Many ecclesiastical ceremonies, growing up from early times, clustered round the celebration of the Easter festival. One of the most notable of these was the use of the paschal candle. This was a candle of very large dimensions, set in a candlestick big enough to hold it, which was usually placed on the north side, just below the first ascent to the high altar. It was kept alight during each service till Whitsuntide. The Paschal, as it was called at Durham cathedral, was one of the chief sights of that church before the Reformation. It was an elaborate construction of polished brass, and, contrary to the usual custom, seems to have been placed in the centre of the altar-step, long branches stretching out towards the four cardinal points, bearing smaller candles. The central stem of the candlestick was about 38 ft. high, and bore the paschal candle proper, and together they reached a combined height of about 70 ft., the candle being lighted from an opening above. Other paschal candles seem to have been of scarcely less size. At Lincoln, c. 1300, the candle was to weigh three stones of wax; at Salisbury in 1517 it was to be 36 ft. long; and at Westminster in 1558 it weighed no less than 3 cwt. of wax. After Whitsuntide what remained was made into smaller candles for the funerals of the poor. In the ancient churches at Rome the paschal candlesticks were fixtures, but elsewhere they were usually movable, and were brought into the church and set up on the Thursday before Easter. At Winchester the paschal candlestick was of silver, and was the gift of Canute. Others of more or less importance are recorded as having been at Canterbury, Bury St Edmunds, Hereford and York. The burning of the paschal candle still forms part of the Easter ceremonial of the Roman Catholic Church (see Lights, Ceremonial).

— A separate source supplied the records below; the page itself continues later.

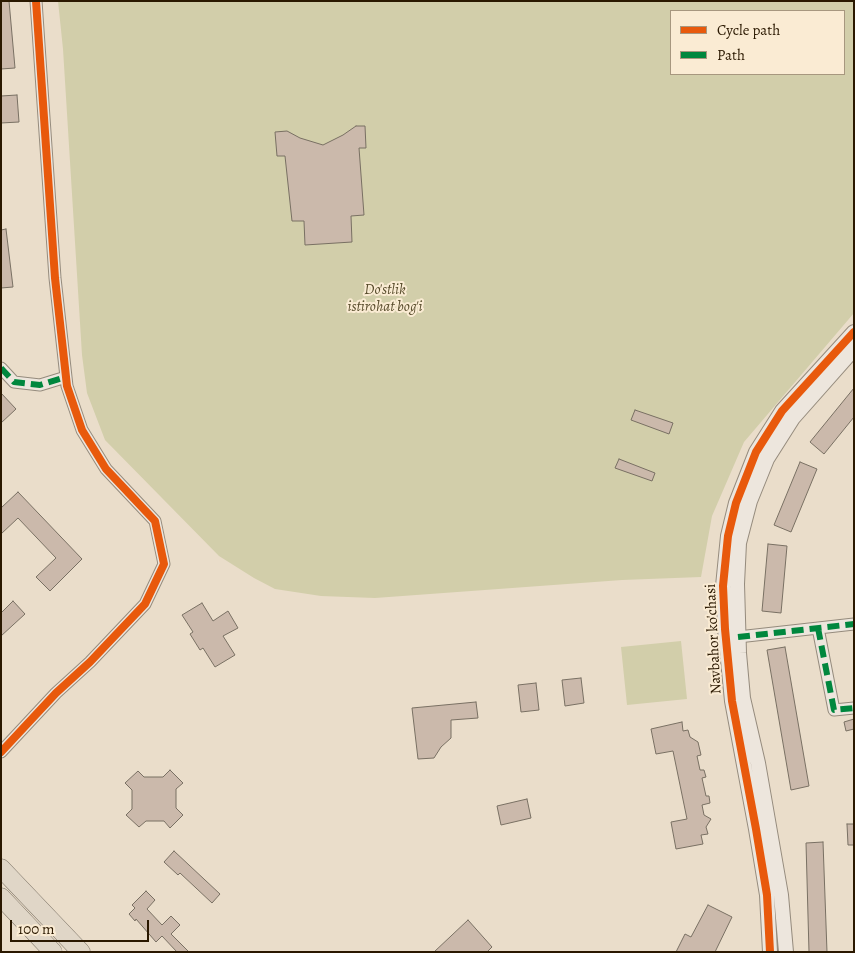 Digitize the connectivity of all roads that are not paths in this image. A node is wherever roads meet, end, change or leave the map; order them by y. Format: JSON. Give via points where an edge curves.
{"nodes":[{"id":1,"x":36,"y":1,"type":"edge"},
{"id":2,"x":854,"y":332,"type":"edge"},
{"id":3,"x":852,"y":354,"type":"edge"},
{"id":4,"x":3,"y":375,"type":"edge"},
{"id":5,"x":66,"y":377,"type":"junction"},
{"id":6,"x":854,"y":624,"type":"edge"},
{"id":7,"x":818,"y":628,"type":"junction"},
{"id":8,"x":738,"y":637,"type":"junction"},
{"id":9,"x":733,"y":654,"type":"junction"},
{"id":10,"x":854,"y":708,"type":"edge"},
{"id":11,"x":1,"y":752,"type":"edge"},
{"id":12,"x":1,"y":868,"type":"edge"},
{"id":13,"x":1,"y":897,"type":"edge"},
{"id":14,"x":53,"y":952,"type":"edge"},
{"id":15,"x":81,"y":952,"type":"edge"},
{"id":16,"x":770,"y":952,"type":"edge"},
{"id":17,"x":786,"y":952,"type":"edge"}],
"edges":[{"from":1,"to":5,"type":"street","via":[[55,278]]},
{"from":2,"to":9,"type":"street","name":"Navbahor ko'chasi","via":[[782,411],[756,452],[746,475],[728,536],[723,586]]},
{"from":3,"to":8,"type":"street","name":"Navbahor ko'chasi","via":[[793,418],[767,458],[739,542]]},
{"from":4,"to":5,"type":"street","via":[[14,382],[40,385]]},
{"from":5,"to":11,"type":"street","via":[[82,430],[106,469],[155,521],[164,564],[146,604],[56,692]]},
{"from":6,"to":7,"type":"street"},
{"from":7,"to":8,"type":"street"},
{"from":7,"to":10,"type":"street","via":[[834,710]]},
{"from":8,"to":9,"type":"street","name":"Navbahor ko'chasi"},
{"from":9,"to":16,"type":"street","name":"Navbahor ko'chasi","via":[[732,701],[767,896]]},
{"from":9,"to":17,"type":"street","name":"Navbahor ko'chasi","via":[[758,763],[782,895]]},
{"from":12,"to":15,"type":"main road"},
{"from":13,"to":14,"type":"main road"}]}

The liturgical colour for Easter was everywhere white, as the sign of joy, light and purity, and the churches and altars were adorned with the best ornaments that each possessed. Flowers and shrubs no doubt in early times were also used for this purpose, but what evidence there is goes against the medieval use of such decorations, which are so popular at the present day.

It is not the purpose of this article to enter on the wide subject of the popular observances, such as the giving and sending of Pasch or Easter eggs as presents. For such the reader may consult Brand’s Popular Antiquities, Hone’s Every-Day Book, and Chambers’s Book of Days.

Authorities.—Bingham, Antiquities of the Christian Church; Bede, Ecclesiastical History of England; Procter and Frere, A New History of the Book of Common Prayer (London, 1901); Surtees Society, Rites of Durham, ed. J.T. Fowler (1903); De Morgan, Companion to the Almanac (1845); De Moleon, Voyages liturgiques (Paris, 1718).